TASK INPUT:
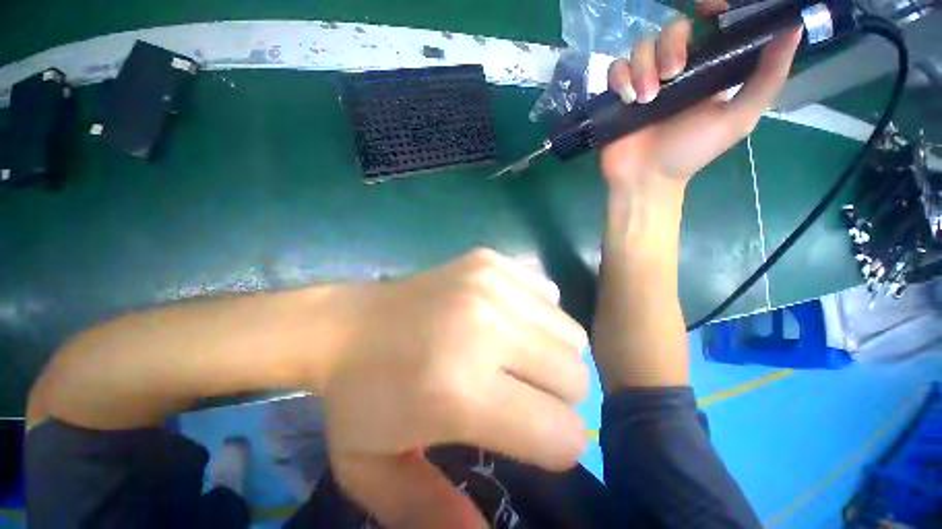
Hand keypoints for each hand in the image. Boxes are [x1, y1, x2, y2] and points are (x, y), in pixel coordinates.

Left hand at [320, 249, 589, 527]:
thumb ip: (432, 514)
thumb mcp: (377, 471)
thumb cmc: (359, 396)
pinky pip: (546, 292)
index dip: (555, 445)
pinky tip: (504, 316)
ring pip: (568, 332)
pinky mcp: (488, 260)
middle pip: (575, 375)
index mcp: (461, 389)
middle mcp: (485, 327)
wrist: (346, 323)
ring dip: (551, 353)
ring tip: (516, 352)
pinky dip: (537, 312)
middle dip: (558, 396)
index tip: (530, 435)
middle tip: (522, 391)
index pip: (562, 434)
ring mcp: (489, 284)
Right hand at [601, 16, 801, 190]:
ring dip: (643, 67)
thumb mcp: (738, 118)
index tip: (707, 8)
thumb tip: (793, 28)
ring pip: (641, 47)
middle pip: (671, 30)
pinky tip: (627, 98)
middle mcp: (675, 69)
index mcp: (706, 68)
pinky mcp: (619, 94)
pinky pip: (616, 68)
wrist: (646, 179)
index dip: (710, 8)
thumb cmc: (691, 152)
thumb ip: (767, 78)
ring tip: (646, 98)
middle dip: (670, 45)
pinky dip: (620, 77)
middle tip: (672, 75)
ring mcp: (645, 81)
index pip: (709, 24)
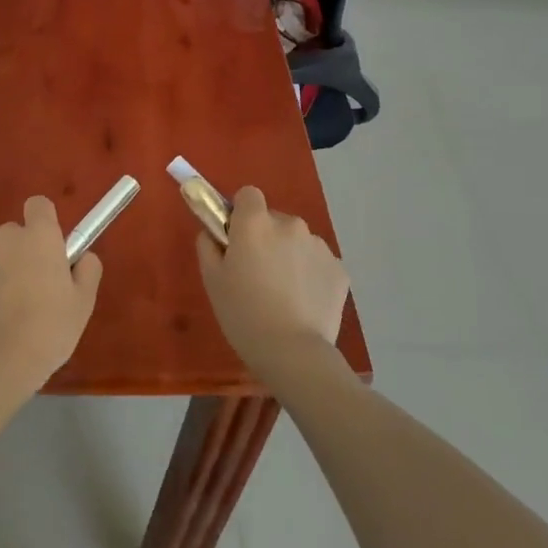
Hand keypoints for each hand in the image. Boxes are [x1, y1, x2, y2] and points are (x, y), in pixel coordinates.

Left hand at [0, 197, 101, 406]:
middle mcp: (3, 240)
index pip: (38, 205)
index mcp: (37, 237)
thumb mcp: (83, 303)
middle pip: (16, 234)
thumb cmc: (48, 330)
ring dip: (4, 274)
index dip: (46, 222)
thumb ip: (87, 269)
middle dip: (25, 252)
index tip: (53, 249)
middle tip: (38, 288)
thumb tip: (82, 257)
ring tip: (13, 314)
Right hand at [195, 186, 348, 387]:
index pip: (248, 194)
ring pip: (298, 242)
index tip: (237, 238)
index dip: (241, 213)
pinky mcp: (339, 269)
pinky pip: (318, 263)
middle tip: (257, 274)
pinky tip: (303, 304)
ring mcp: (319, 246)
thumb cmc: (243, 314)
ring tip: (283, 295)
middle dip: (266, 238)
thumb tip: (213, 232)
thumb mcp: (212, 280)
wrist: (293, 352)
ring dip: (289, 256)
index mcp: (256, 223)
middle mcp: (290, 224)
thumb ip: (208, 245)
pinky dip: (310, 276)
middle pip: (274, 220)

INSTRUCTIONS FOR THE TASK: From the line containing "thumb cmc: (691, 152)" down to the end of the listing above, every line is to be returned exactly, though the pictures are not.

SOLUTION:
thumb cmc: (691, 152)
thumb ip: (767, 78)
ring tip: (646, 98)
middle dip: (670, 45)
pinky dip: (620, 77)
middle tip: (672, 75)
ring mcp: (645, 81)
index pip: (709, 24)
Hand keypoints for each hand in the image. Boxes are [x1, y1, x2, y2] and points are (x, y), in pixel coordinates.

Left hand at [0, 197, 101, 406]:
middle mcp: (3, 240)
index pip: (38, 205)
index mcp: (37, 237)
thumb mcp: (83, 303)
middle pip: (16, 234)
thumb cmc: (48, 330)
ring dip: (4, 274)
index dip: (46, 222)
thumb ip: (87, 269)
middle dip: (25, 252)
index tip: (53, 249)
middle tip: (38, 288)
thumb tip: (82, 257)
ring tip: (13, 314)
Right hand at [195, 186, 348, 387]:
index pip: (248, 194)
ring pip: (298, 242)
index tip: (237, 238)
index dip: (241, 213)
pinky mcp: (339, 269)
pinky pip: (318, 263)
middle tip: (257, 274)
pinky tip: (303, 304)
ring mcp: (319, 246)
thumb cmc: (243, 314)
ring tip: (283, 295)
middle dip: (266, 238)
thumb tip: (213, 232)
thumb mcp: (212, 280)
wrist: (293, 352)
ring dip: (289, 256)
index mcp: (256, 223)
middle mcp: (290, 224)
thumb ip: (208, 245)
pinky dip: (310, 276)
middle pip: (274, 220)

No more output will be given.